(People photos with keypoints)
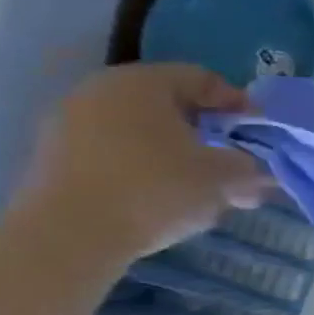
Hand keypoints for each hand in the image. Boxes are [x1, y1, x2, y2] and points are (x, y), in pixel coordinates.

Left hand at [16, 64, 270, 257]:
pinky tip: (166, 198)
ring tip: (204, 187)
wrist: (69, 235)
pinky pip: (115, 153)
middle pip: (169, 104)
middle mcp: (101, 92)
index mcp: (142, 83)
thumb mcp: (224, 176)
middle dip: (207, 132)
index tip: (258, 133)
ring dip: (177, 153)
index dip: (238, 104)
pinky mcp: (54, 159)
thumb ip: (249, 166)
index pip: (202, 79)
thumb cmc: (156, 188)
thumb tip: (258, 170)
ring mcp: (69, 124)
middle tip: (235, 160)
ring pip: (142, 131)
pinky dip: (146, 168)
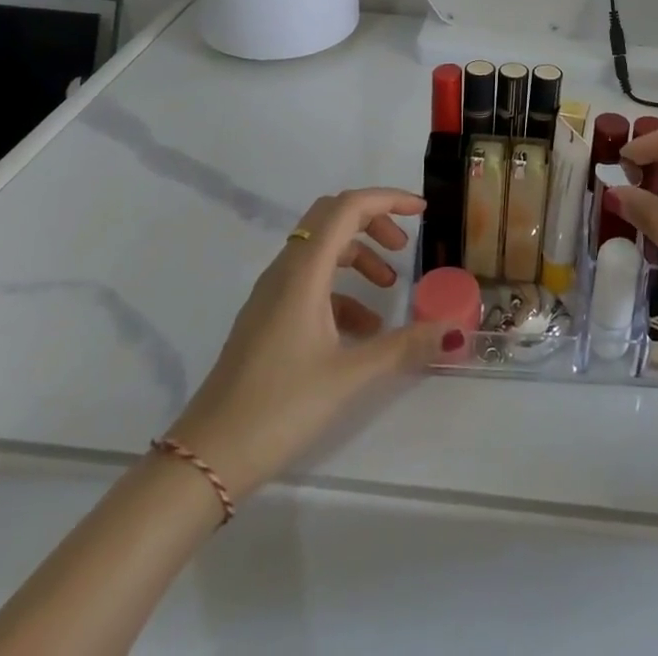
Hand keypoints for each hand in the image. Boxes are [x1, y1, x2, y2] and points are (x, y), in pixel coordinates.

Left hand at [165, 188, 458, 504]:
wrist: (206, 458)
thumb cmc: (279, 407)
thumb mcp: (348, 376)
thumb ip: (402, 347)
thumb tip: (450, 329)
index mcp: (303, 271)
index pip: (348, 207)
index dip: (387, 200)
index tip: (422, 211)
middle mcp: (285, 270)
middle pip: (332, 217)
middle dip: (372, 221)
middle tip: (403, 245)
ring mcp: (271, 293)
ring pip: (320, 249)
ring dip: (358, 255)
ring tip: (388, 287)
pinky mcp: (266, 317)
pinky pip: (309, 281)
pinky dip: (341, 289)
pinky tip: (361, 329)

--

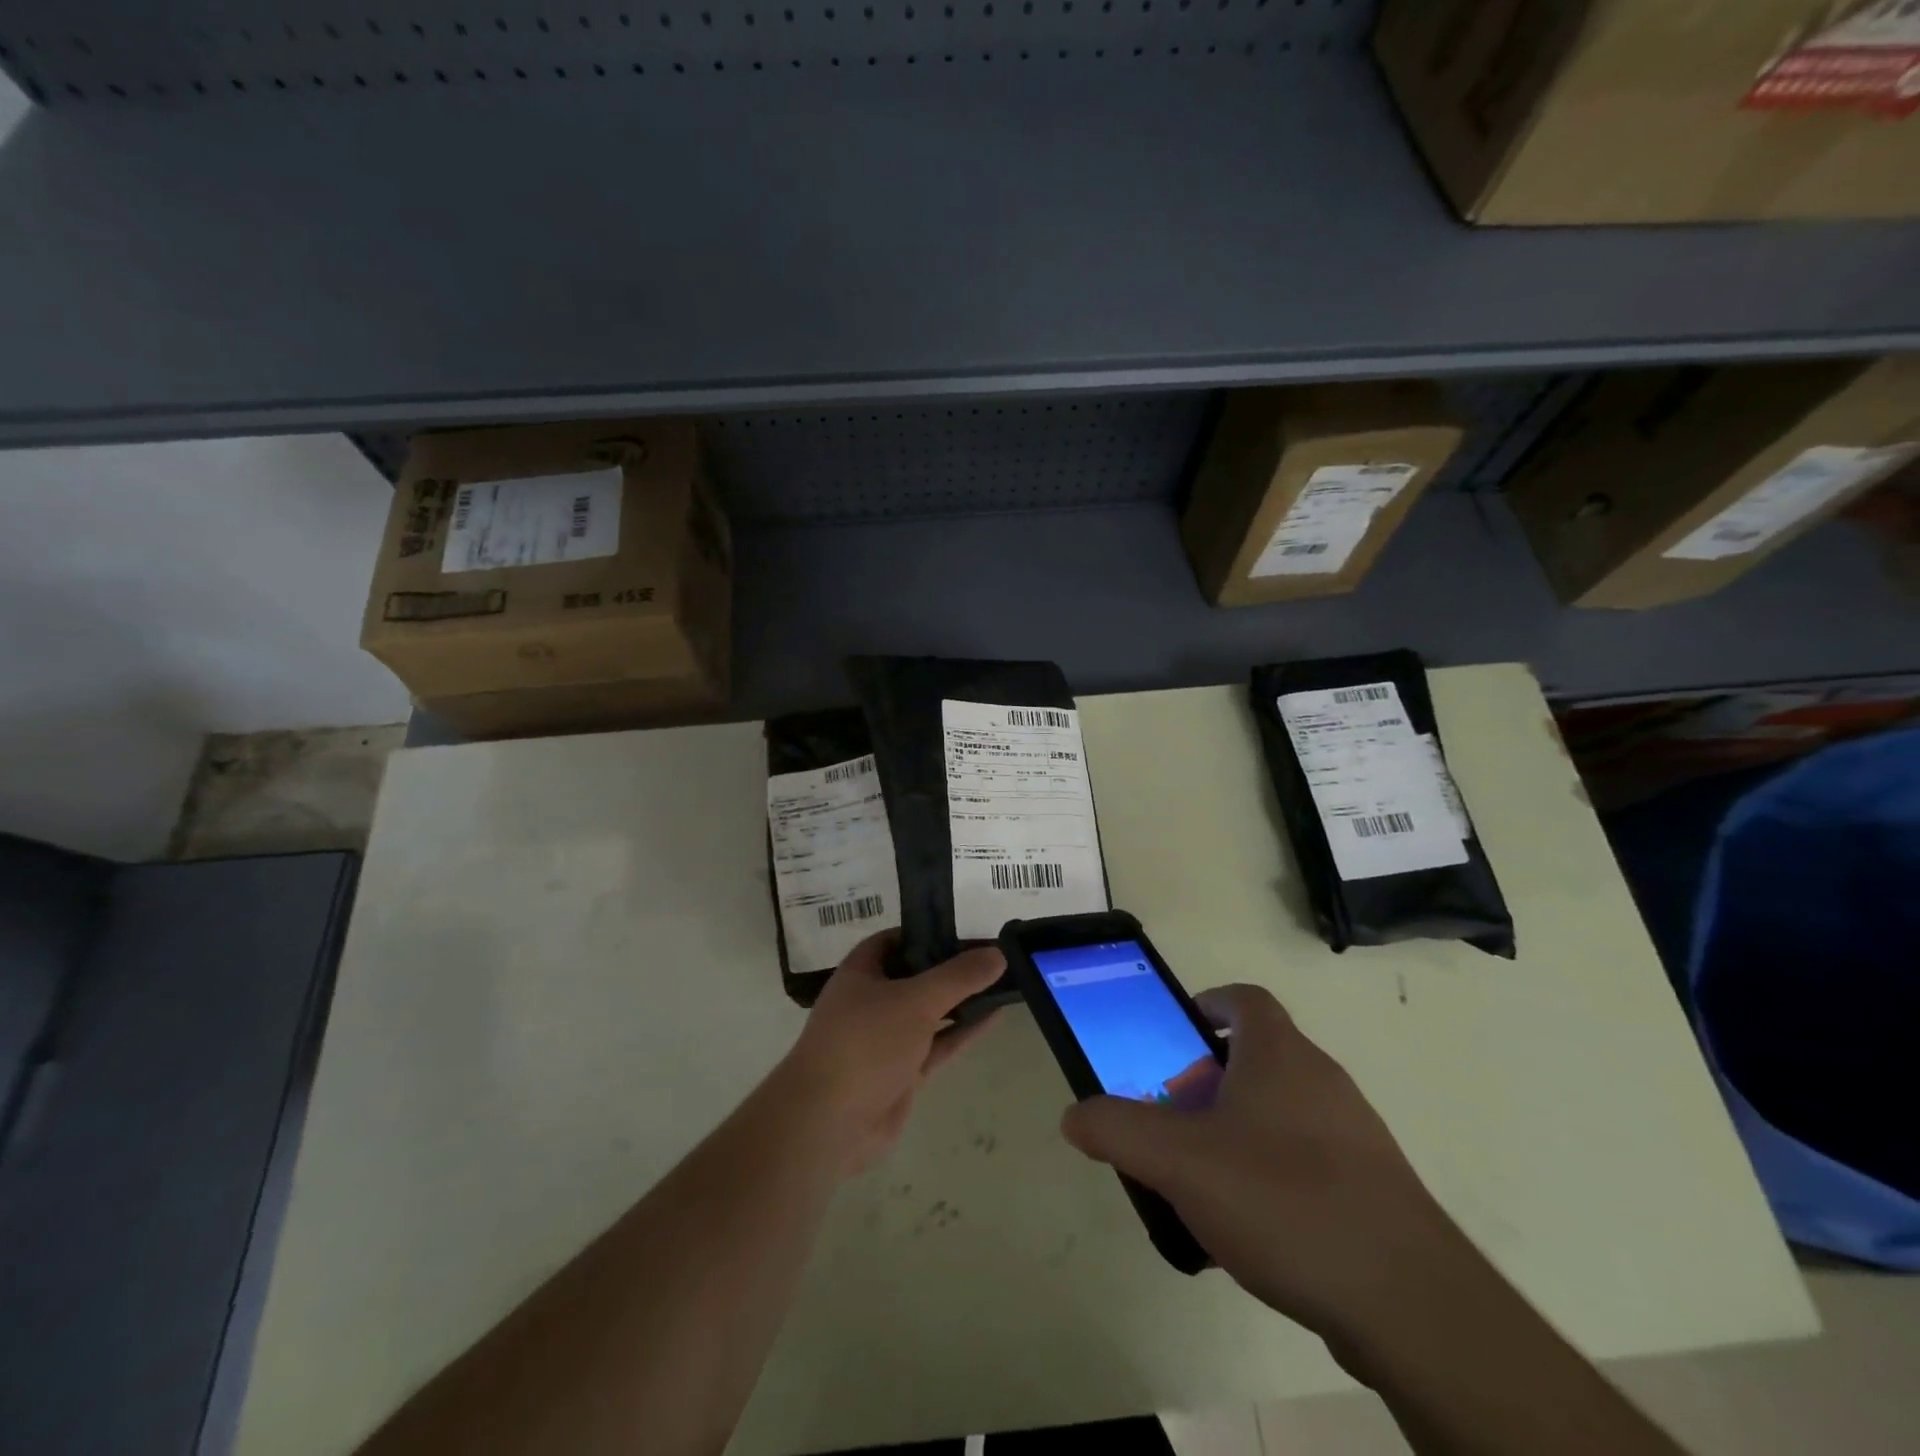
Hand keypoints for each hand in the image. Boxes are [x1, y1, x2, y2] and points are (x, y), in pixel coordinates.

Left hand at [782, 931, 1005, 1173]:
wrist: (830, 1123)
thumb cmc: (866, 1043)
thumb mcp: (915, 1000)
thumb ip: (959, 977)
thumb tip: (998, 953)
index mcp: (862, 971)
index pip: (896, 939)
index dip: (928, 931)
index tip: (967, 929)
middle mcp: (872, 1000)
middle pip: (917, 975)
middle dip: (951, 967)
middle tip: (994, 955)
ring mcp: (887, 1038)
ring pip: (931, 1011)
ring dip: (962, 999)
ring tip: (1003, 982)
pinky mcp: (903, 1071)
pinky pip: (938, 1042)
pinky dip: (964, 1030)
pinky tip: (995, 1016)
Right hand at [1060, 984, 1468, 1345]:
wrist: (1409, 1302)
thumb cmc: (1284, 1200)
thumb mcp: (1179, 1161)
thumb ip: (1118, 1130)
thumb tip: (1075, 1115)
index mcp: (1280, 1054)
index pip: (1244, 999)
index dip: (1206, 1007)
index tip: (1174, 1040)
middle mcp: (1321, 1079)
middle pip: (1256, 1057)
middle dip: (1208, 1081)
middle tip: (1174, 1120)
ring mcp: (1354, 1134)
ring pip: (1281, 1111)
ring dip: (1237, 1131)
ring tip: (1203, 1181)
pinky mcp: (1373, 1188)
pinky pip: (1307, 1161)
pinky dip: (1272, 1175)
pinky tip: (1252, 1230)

> [Exercise goal]
Write down exactly the span of lines above from the one containing "index mcp: (303, 271)" to the one containing "pinky tip: (361, 329)", both ends included.

> [The completed task]
index mcp: (303, 271)
index pip: (348, 207)
index dip: (387, 200)
index tip: (422, 211)
middle mcp: (285, 270)
middle pip: (332, 217)
middle dip: (372, 221)
middle tip: (403, 245)
ring mcp: (271, 293)
ring pip: (320, 249)
ring dip: (358, 255)
ring tip: (388, 287)
pinky mcp: (266, 317)
pinky pip: (309, 281)
pinky dip: (341, 289)
pinky tip: (361, 329)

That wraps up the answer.